### WHAT IS EXPECTED
Check each line of the records below and collect those holding "main".

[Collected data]
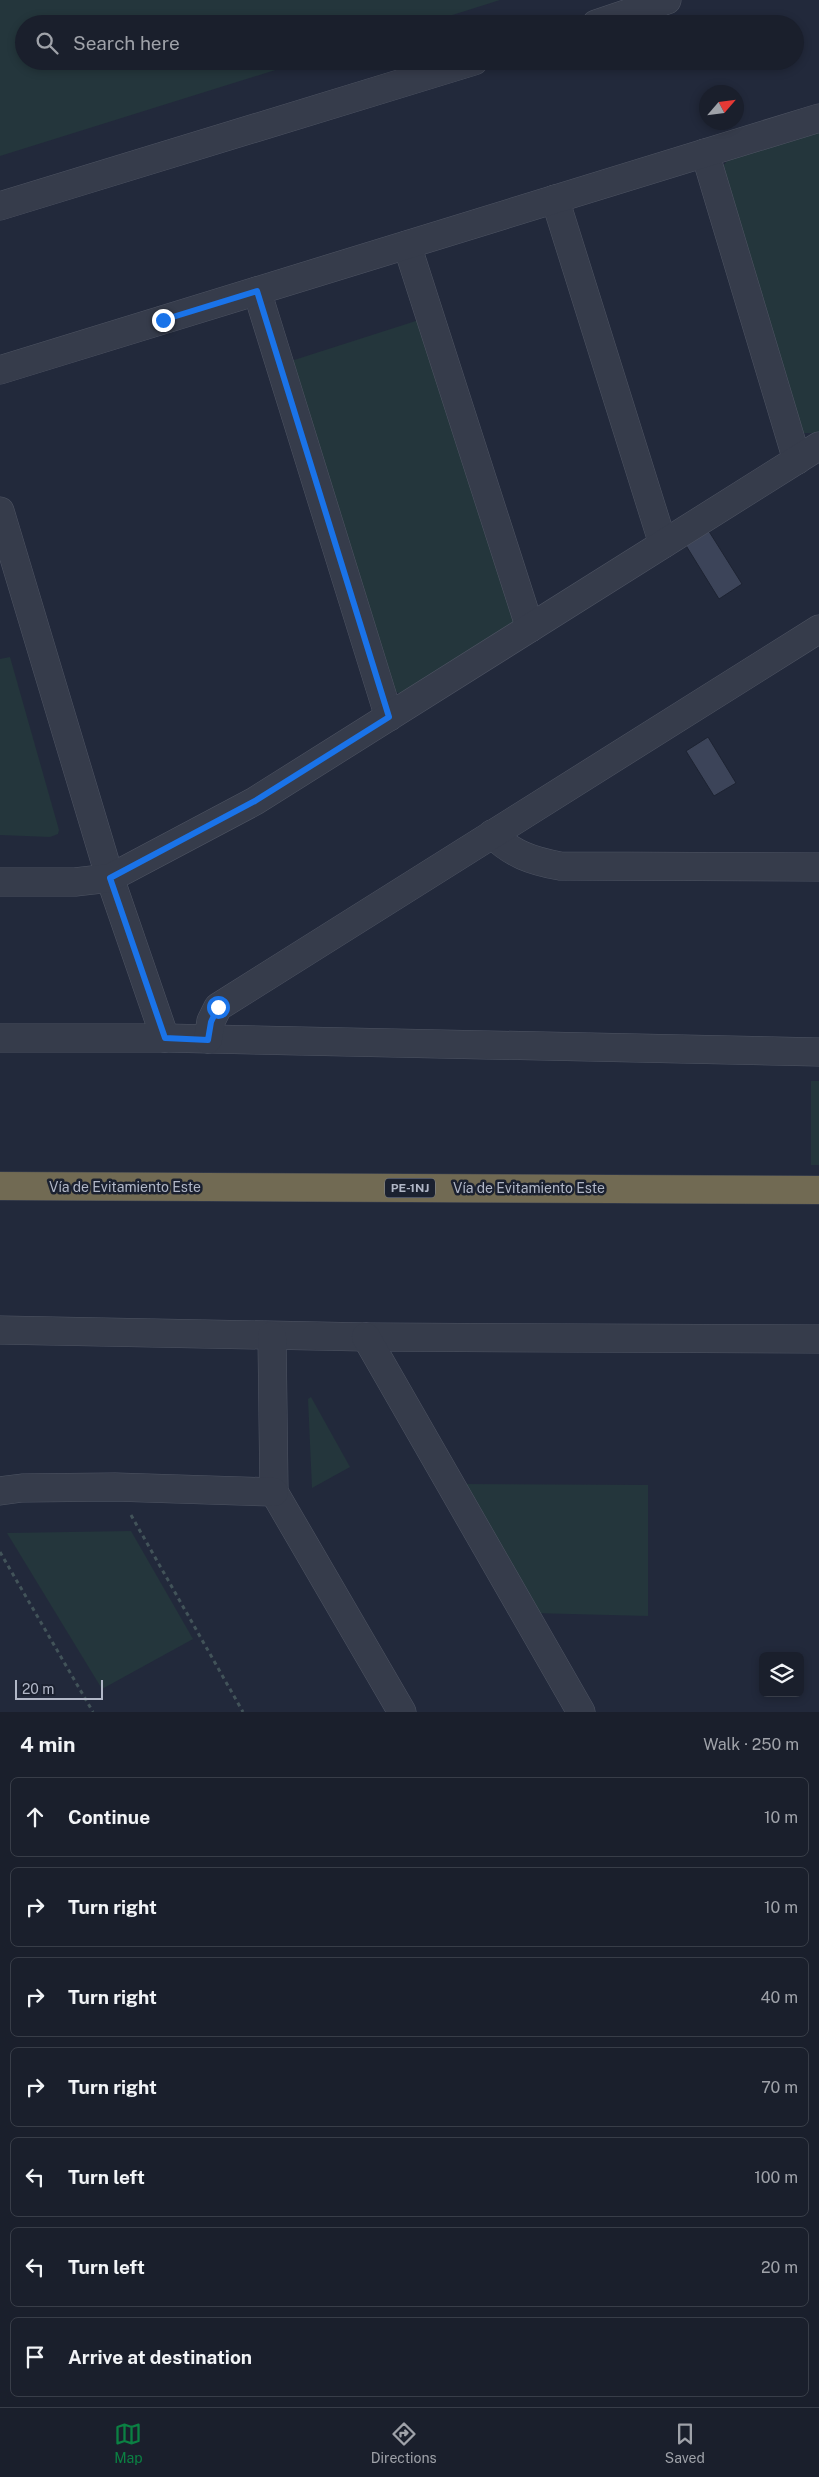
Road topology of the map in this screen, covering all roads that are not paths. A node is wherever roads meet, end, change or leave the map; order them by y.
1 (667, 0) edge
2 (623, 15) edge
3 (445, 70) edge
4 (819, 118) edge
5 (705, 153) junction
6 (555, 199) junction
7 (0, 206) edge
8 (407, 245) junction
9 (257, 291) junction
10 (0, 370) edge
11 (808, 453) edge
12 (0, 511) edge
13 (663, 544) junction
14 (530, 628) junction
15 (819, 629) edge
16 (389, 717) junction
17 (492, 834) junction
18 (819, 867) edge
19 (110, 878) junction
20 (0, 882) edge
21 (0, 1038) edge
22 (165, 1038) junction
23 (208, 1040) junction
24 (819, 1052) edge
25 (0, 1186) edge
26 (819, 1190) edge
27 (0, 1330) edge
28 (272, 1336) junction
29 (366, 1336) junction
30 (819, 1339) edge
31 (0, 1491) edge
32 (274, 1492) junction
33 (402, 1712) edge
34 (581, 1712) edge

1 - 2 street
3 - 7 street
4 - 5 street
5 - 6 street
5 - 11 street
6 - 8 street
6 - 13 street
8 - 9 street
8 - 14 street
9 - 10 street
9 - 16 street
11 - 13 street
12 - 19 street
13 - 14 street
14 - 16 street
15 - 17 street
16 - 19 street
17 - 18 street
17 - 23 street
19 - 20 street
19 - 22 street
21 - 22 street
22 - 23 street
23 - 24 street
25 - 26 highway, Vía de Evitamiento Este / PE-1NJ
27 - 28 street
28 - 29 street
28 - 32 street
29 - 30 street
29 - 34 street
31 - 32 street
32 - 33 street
---
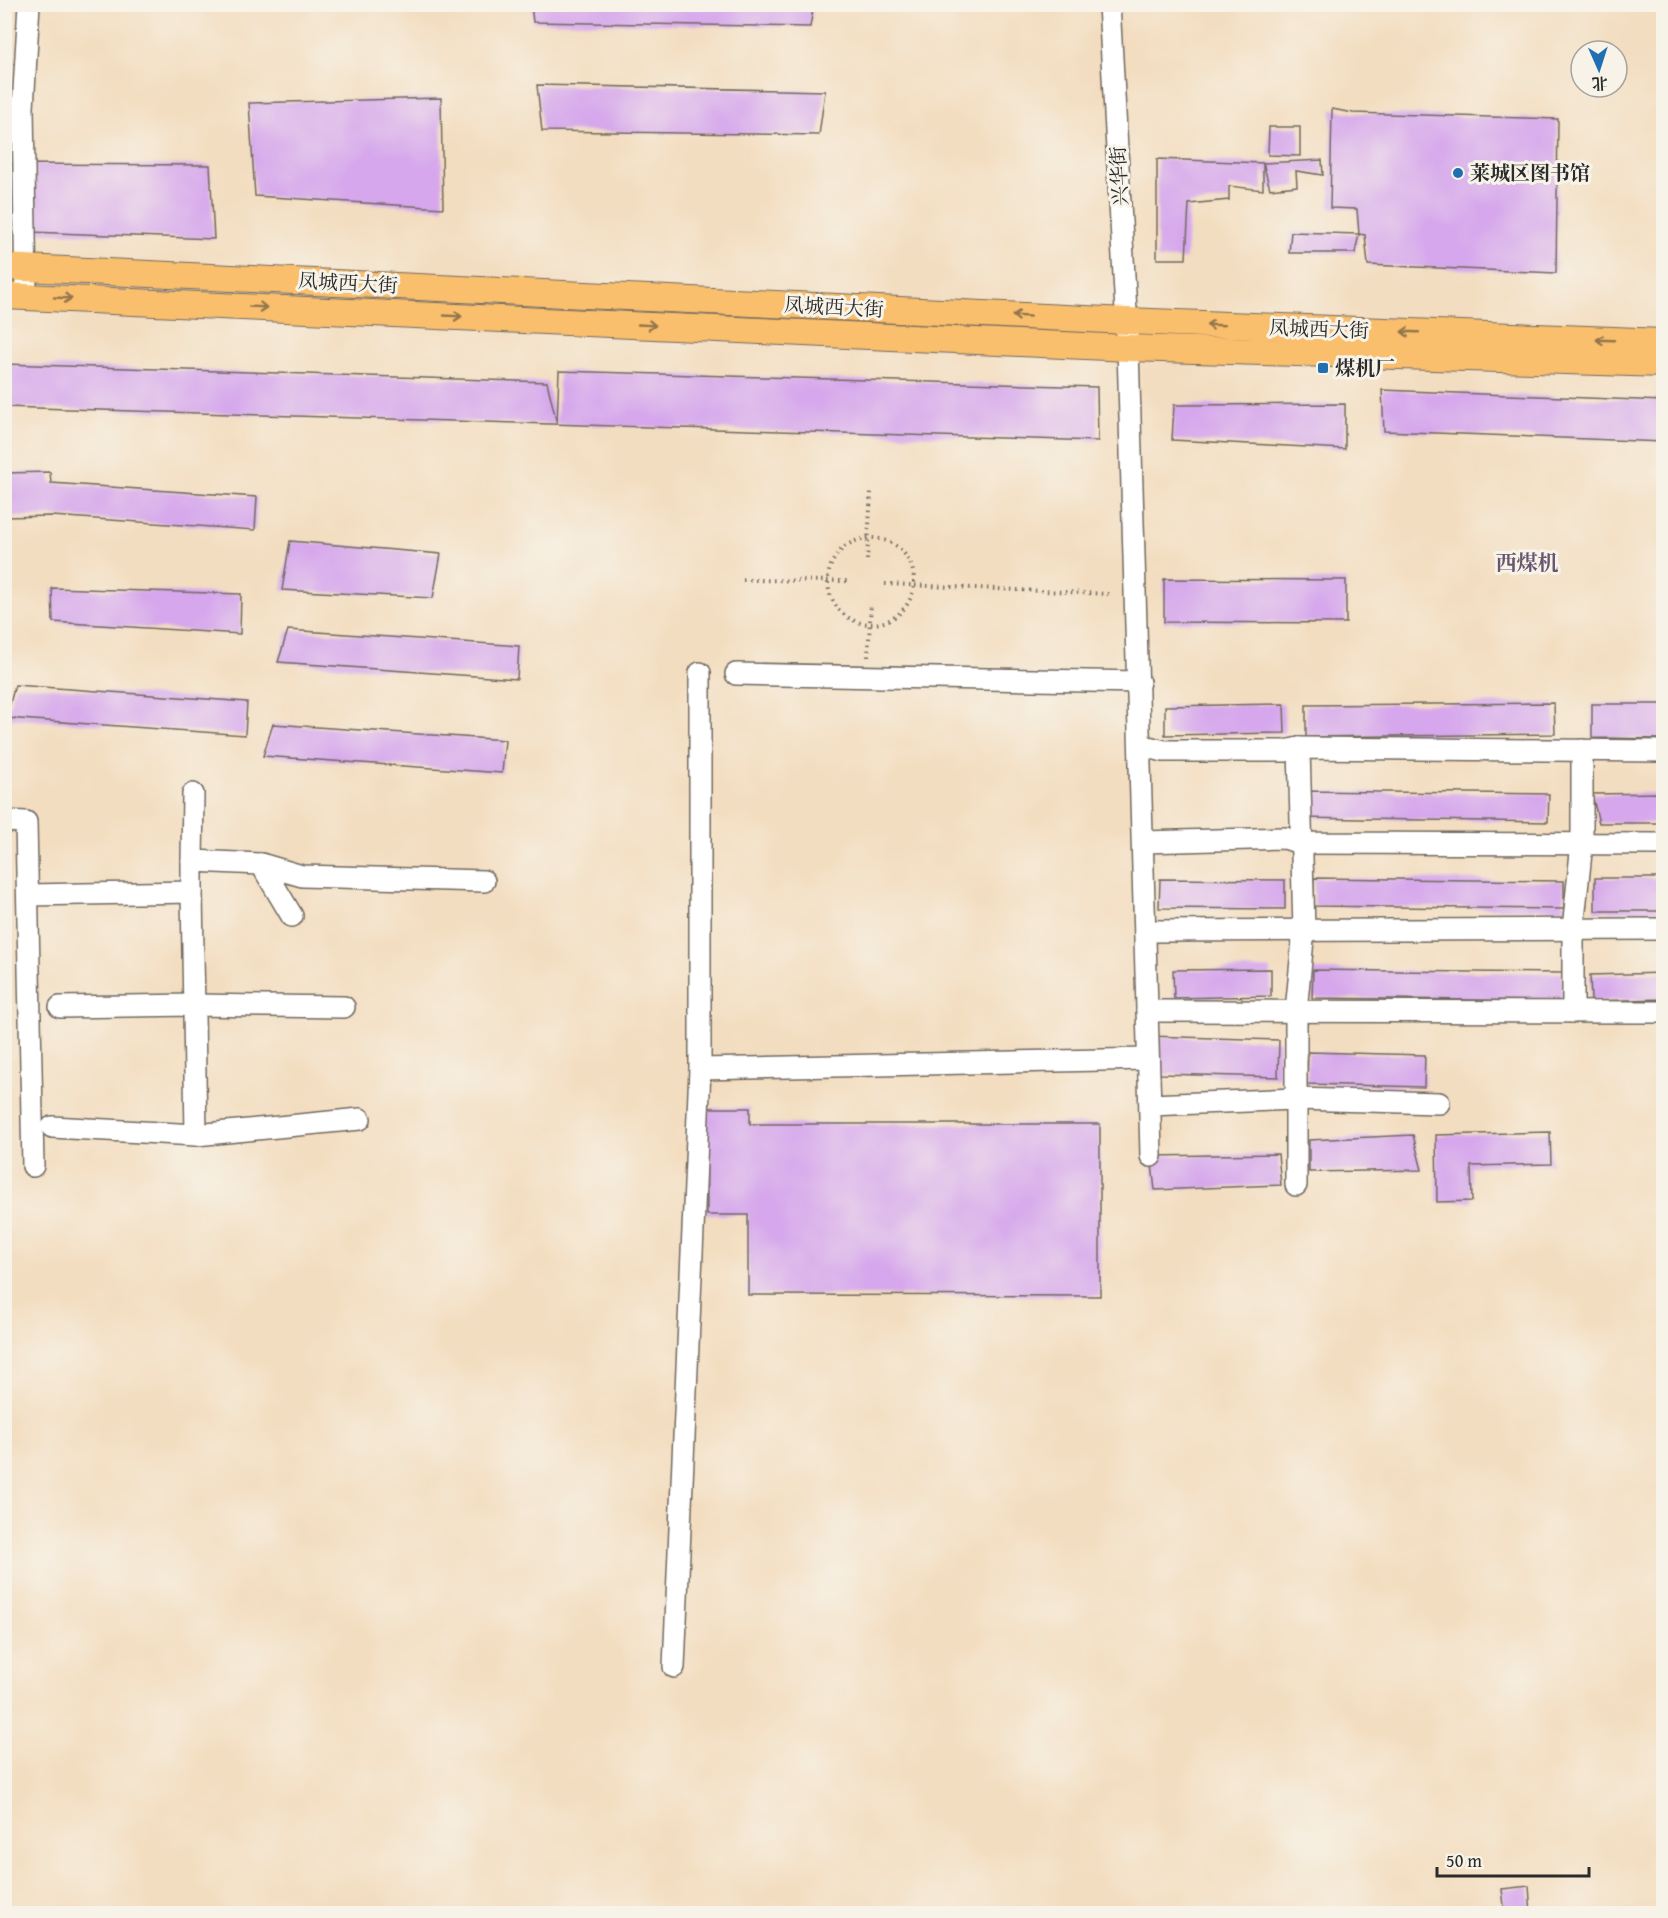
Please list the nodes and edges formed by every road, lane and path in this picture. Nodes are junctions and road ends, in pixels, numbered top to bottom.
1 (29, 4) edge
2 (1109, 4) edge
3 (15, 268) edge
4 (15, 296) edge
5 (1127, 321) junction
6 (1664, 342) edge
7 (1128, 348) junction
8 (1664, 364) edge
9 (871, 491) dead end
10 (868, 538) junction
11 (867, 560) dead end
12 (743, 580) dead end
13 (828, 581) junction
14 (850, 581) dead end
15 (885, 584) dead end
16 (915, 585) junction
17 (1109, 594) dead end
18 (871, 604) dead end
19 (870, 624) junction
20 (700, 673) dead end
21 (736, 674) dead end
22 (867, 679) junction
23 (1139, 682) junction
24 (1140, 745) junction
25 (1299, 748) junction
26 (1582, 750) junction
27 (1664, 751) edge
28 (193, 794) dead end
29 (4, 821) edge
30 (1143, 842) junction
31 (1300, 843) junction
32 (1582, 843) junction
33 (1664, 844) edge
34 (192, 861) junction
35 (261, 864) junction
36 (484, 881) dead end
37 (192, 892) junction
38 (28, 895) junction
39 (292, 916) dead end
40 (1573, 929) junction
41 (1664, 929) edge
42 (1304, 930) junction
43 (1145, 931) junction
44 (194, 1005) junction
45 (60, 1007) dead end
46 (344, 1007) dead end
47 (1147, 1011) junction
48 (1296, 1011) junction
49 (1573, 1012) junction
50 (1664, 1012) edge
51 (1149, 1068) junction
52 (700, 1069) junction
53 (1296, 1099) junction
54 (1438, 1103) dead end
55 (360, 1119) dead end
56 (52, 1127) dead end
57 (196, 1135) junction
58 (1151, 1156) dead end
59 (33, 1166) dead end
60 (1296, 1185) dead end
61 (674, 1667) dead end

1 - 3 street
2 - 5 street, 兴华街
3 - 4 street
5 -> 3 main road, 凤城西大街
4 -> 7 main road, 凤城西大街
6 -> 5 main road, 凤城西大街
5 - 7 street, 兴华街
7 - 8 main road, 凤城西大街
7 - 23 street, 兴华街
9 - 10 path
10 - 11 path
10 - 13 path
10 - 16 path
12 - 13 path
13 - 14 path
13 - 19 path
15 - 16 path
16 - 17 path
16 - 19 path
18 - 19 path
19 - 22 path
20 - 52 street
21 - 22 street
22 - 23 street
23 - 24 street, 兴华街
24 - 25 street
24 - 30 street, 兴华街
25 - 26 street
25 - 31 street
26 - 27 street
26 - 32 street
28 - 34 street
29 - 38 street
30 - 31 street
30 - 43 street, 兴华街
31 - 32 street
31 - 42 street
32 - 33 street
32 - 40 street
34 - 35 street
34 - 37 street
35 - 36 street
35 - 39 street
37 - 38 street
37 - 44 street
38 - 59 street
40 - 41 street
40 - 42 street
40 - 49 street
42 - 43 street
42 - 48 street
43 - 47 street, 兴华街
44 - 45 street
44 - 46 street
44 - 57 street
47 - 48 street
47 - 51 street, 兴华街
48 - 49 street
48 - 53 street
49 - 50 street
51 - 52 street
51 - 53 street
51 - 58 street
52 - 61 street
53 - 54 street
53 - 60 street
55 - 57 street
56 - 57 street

### TASK RESPONSE
5 -> 3 main road, 凤城西大街
4 -> 7 main road, 凤城西大街
6 -> 5 main road, 凤城西大街
7 - 8 main road, 凤城西大街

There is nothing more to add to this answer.